Apesar das limitações deste estudo – um dos lares convidados acabou por ficar de fora por não ter diagnósticos médicos nos registos clínicos dos idosos, o que inviabilizou a revisão da medicação -, há “oportunidades de intervenção para os farmacêuticos” entre os idosos a viver em lares, devendo estes começar por actuar no sentido de evitarem as duplicações de terapêutica, defendem os autores.

Farmacêuticos devem intervir?
Filipa Alves da Costa admite que a revisão periódica da medicação dos idosos ainda é um caminho por fazer em Portugal e garante que não se pretende abrir uma guerra com os médicos. “A ideia não é a de fazer de polícia dos médicos, mas sim trabalhar em equipas multidisciplinares para encontrar a melhor solução para cada doente”, sugere.

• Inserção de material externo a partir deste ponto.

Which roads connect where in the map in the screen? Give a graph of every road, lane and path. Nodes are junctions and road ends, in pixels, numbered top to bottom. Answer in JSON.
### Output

Até porque pôr farmacêuticos a fazer a revisão periódica da medicação em lares de terceira idade é uma solução já posta em prática em vários países, como a Suiça e a Holanda, por exemplo.

O problema da medicação inadequada em idosos tem sido alvo de estudos e até de campanhas em Portugal. A Associação Nacional de Farmácias (ANF) chegou a convidar em 2009 as pessoas com mais de 65 ou mais anos a trazer o saco com os seus remédios para avaliar possíveis efeitos adversos, interacções e duplicações.

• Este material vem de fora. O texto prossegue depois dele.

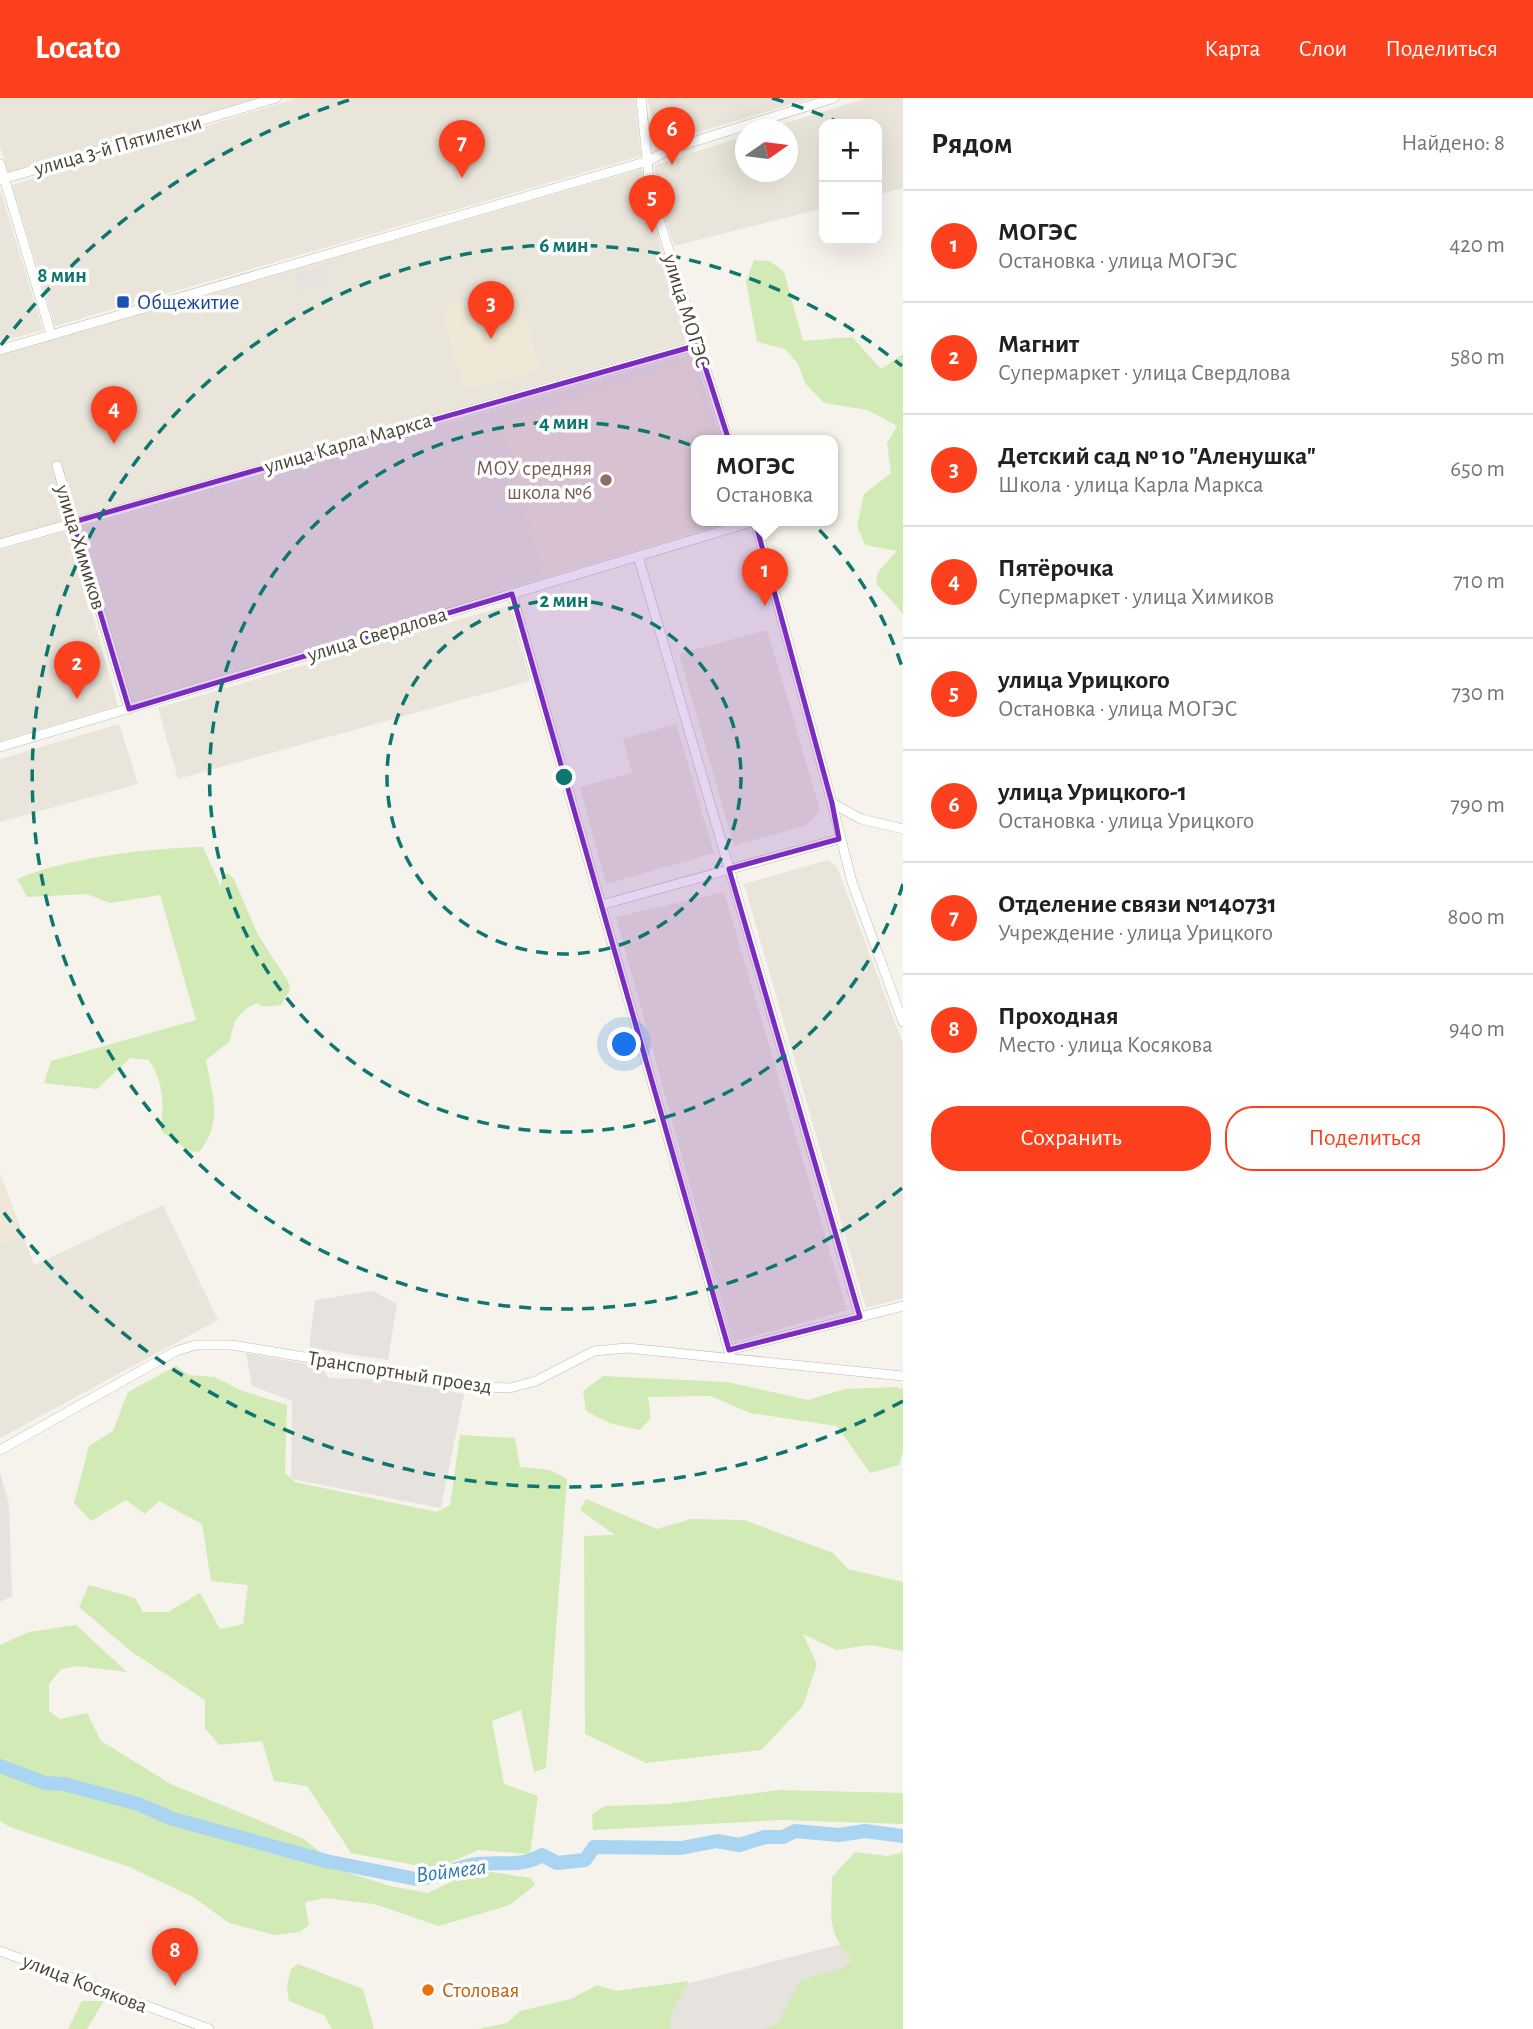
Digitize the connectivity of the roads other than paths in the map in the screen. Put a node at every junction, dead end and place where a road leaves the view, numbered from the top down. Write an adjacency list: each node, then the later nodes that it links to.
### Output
1 (276, 98): 6 (street, улица 3-й Пятилетки)
2 (641, 98): 4 (street, улица МОГЭС)
3 (835, 98): 4 (street)
4 (648, 161): 7 (street); 8 (street, улица МОГЭС)
5 (0, 164): 6 (street)
6 (2, 179): 7 (street)
7 (51, 334): 9 (street)
8 (698, 345): 10 (street, улица МОГЭС); 12 (street, улица Карла Маркса)
9 (0, 350)
10 (726, 435)
11 (57, 466): 12 (street, улица Химиков)
12 (74, 522): 15 (street, улица Карла Маркса); 18 (street, улица Химиков)
13 (738, 526): 16 (street, улица Свердлова)
14 (756, 526): 20 (street)
15 (0, 544)
16 (638, 556): 17 (street, улица Свердлова); 23 (street)
17 (512, 594): 18 (street, улица Свердлова); 24 (street)
18 (129, 709): 19 (street, улица Свердлова)
19 (0, 747)
20 (832, 803): 21 (street); 22 (street)
21 (903, 829)
22 (839, 839): 23 (street); 25 (street)
23 (729, 869): 24 (street); 27 (street)
24 (601, 905): 28 (street)
25 (903, 1021)
26 (903, 1306): 27 (street)
27 (860, 1317): 28 (street)
28 (730, 1354): 29 (street, Транспортный проезд); 30 (street, Транспортный проезд)
29 (903, 1376)
30 (0, 1450)
31 (0, 1951): 32 (street, улица Косякова)
32 (209, 2029)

Dois anos antes, o centro de estudos da ANF avaliou os registos de 5 mil doentes em cerca de metade das farmácias do país para concluir que os idosos polimedicados tomavam em média mais de sete remédios diariamente. Na altura, foram identificados problemas em quase metade dos doentes, sobretudo no grupo daqueles que consumiam mais de 10 fármacos por dia (e que representavam um quinto do total).

Apesar de os dados poderem estar inflaccionados por apenas ter sido analisado o subgrupo dos idosos que consomem no mínimo quatro remédios por dia, os valores são idênticos aos resultados preliminares de um trabalho na Faculdade de Farmácia de Lisboa que nessa altura apontou também para uma média diária de sete medicamentos.